▶ **Try it**: Print out the complete set of records below, exactly as they read.

□ □ □

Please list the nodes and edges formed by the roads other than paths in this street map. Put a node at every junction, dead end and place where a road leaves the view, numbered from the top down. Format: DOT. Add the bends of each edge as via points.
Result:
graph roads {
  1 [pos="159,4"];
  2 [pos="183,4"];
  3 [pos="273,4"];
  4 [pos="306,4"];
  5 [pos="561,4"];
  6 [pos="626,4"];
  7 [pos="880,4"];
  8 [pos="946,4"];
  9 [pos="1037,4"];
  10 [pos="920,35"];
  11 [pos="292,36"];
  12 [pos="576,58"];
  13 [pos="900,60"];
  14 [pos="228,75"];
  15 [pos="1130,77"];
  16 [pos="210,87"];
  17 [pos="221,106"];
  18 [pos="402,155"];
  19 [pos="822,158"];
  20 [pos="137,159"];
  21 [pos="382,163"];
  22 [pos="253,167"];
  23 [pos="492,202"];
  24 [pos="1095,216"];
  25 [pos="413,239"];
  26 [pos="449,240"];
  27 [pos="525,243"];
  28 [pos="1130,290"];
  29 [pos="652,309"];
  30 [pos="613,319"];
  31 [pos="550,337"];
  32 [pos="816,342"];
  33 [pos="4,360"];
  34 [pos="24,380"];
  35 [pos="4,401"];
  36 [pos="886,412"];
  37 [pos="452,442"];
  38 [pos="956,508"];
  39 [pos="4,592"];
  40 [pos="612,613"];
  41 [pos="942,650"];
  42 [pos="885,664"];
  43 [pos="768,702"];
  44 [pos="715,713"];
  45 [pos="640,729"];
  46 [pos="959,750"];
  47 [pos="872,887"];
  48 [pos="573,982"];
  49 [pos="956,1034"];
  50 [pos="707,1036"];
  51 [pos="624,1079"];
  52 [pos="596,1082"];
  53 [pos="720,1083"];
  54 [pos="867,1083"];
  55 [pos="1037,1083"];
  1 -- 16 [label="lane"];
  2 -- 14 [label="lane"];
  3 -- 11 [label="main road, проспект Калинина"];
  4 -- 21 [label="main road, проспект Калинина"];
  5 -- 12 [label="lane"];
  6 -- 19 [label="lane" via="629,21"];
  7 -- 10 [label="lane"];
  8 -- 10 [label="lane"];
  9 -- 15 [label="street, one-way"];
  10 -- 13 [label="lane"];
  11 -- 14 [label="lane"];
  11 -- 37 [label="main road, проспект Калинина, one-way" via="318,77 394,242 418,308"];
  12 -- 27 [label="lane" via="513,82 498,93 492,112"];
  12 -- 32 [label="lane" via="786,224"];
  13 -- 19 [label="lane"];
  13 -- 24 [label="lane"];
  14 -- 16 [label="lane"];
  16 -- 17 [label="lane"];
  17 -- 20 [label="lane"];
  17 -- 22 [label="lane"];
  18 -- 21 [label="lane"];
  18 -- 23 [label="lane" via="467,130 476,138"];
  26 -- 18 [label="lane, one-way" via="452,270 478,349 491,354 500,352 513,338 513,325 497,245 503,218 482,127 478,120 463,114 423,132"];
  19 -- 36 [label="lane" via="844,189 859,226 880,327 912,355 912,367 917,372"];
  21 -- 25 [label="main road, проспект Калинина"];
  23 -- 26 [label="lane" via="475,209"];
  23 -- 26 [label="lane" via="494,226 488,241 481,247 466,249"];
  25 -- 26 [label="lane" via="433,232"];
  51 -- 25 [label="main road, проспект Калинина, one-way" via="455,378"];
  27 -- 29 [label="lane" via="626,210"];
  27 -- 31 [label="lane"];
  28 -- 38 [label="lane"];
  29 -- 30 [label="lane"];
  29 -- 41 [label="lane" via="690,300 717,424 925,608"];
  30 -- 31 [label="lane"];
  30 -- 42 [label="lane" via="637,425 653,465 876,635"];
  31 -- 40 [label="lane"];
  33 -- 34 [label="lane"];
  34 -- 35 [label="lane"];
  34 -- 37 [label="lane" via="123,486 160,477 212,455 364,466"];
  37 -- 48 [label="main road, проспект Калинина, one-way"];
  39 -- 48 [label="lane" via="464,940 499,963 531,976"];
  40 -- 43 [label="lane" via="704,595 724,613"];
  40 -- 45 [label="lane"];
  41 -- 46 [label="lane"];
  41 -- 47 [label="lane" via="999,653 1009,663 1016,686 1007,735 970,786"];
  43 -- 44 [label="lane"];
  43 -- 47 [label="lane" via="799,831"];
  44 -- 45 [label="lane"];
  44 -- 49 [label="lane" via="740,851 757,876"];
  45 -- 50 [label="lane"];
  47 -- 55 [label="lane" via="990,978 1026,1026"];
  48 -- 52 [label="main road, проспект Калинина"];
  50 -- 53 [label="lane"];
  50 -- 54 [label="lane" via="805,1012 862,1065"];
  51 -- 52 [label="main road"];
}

□ □ □

▶ **Response to the exercise**:
Please list the nodes and edges formed by the roads other than paths in this street map. Put a node at every junction, dead end and place where a road leaves the view, numbered from the top down. Format: DOT. Add the bends of each edge as via points.
Result:
graph roads {
  1 [pos="159,4"];
  2 [pos="183,4"];
  3 [pos="273,4"];
  4 [pos="306,4"];
  5 [pos="561,4"];
  6 [pos="626,4"];
  7 [pos="880,4"];
  8 [pos="946,4"];
  9 [pos="1037,4"];
  10 [pos="920,35"];
  11 [pos="292,36"];
  12 [pos="576,58"];
  13 [pos="900,60"];
  14 [pos="228,75"];
  15 [pos="1130,77"];
  16 [pos="210,87"];
  17 [pos="221,106"];
  18 [pos="402,155"];
  19 [pos="822,158"];
  20 [pos="137,159"];
  21 [pos="382,163"];
  22 [pos="253,167"];
  23 [pos="492,202"];
  24 [pos="1095,216"];
  25 [pos="413,239"];
  26 [pos="449,240"];
  27 [pos="525,243"];
  28 [pos="1130,290"];
  29 [pos="652,309"];
  30 [pos="613,319"];
  31 [pos="550,337"];
  32 [pos="816,342"];
  33 [pos="4,360"];
  34 [pos="24,380"];
  35 [pos="4,401"];
  36 [pos="886,412"];
  37 [pos="452,442"];
  38 [pos="956,508"];
  39 [pos="4,592"];
  40 [pos="612,613"];
  41 [pos="942,650"];
  42 [pos="885,664"];
  43 [pos="768,702"];
  44 [pos="715,713"];
  45 [pos="640,729"];
  46 [pos="959,750"];
  47 [pos="872,887"];
  48 [pos="573,982"];
  49 [pos="956,1034"];
  50 [pos="707,1036"];
  51 [pos="624,1079"];
  52 [pos="596,1082"];
  53 [pos="720,1083"];
  54 [pos="867,1083"];
  55 [pos="1037,1083"];
  1 -- 16 [label="lane"];
  2 -- 14 [label="lane"];
  3 -- 11 [label="main road, проспект Калинина"];
  4 -- 21 [label="main road, проспект Калинина"];
  5 -- 12 [label="lane"];
  6 -- 19 [label="lane" via="629,21"];
  7 -- 10 [label="lane"];
  8 -- 10 [label="lane"];
  9 -- 15 [label="street, one-way"];
  10 -- 13 [label="lane"];
  11 -- 14 [label="lane"];
  11 -- 37 [label="main road, проспект Калинина, one-way" via="318,77 394,242 418,308"];
  12 -- 27 [label="lane" via="513,82 498,93 492,112"];
  12 -- 32 [label="lane" via="786,224"];
  13 -- 19 [label="lane"];
  13 -- 24 [label="lane"];
  14 -- 16 [label="lane"];
  16 -- 17 [label="lane"];
  17 -- 20 [label="lane"];
  17 -- 22 [label="lane"];
  18 -- 21 [label="lane"];
  18 -- 23 [label="lane" via="467,130 476,138"];
  26 -- 18 [label="lane, one-way" via="452,270 478,349 491,354 500,352 513,338 513,325 497,245 503,218 482,127 478,120 463,114 423,132"];
  19 -- 36 [label="lane" via="844,189 859,226 880,327 912,355 912,367 917,372"];
  21 -- 25 [label="main road, проспект Калинина"];
  23 -- 26 [label="lane" via="475,209"];
  23 -- 26 [label="lane" via="494,226 488,241 481,247 466,249"];
  25 -- 26 [label="lane" via="433,232"];
  51 -- 25 [label="main road, проспект Калинина, one-way" via="455,378"];
  27 -- 29 [label="lane" via="626,210"];
  27 -- 31 [label="lane"];
  28 -- 38 [label="lane"];
  29 -- 30 [label="lane"];
  29 -- 41 [label="lane" via="690,300 717,424 925,608"];
  30 -- 31 [label="lane"];
  30 -- 42 [label="lane" via="637,425 653,465 876,635"];
  31 -- 40 [label="lane"];
  33 -- 34 [label="lane"];
  34 -- 35 [label="lane"];
  34 -- 37 [label="lane" via="123,486 160,477 212,455 364,466"];
  37 -- 48 [label="main road, проспект Калинина, one-way"];
  39 -- 48 [label="lane" via="464,940 499,963 531,976"];
  40 -- 43 [label="lane" via="704,595 724,613"];
  40 -- 45 [label="lane"];
  41 -- 46 [label="lane"];
  41 -- 47 [label="lane" via="999,653 1009,663 1016,686 1007,735 970,786"];
  43 -- 44 [label="lane"];
  43 -- 47 [label="lane" via="799,831"];
  44 -- 45 [label="lane"];
  44 -- 49 [label="lane" via="740,851 757,876"];
  45 -- 50 [label="lane"];
  47 -- 55 [label="lane" via="990,978 1026,1026"];
  48 -- 52 [label="main road, проспект Калинина"];
  50 -- 53 [label="lane"];
  50 -- 54 [label="lane" via="805,1012 862,1065"];
  51 -- 52 [label="main road"];
}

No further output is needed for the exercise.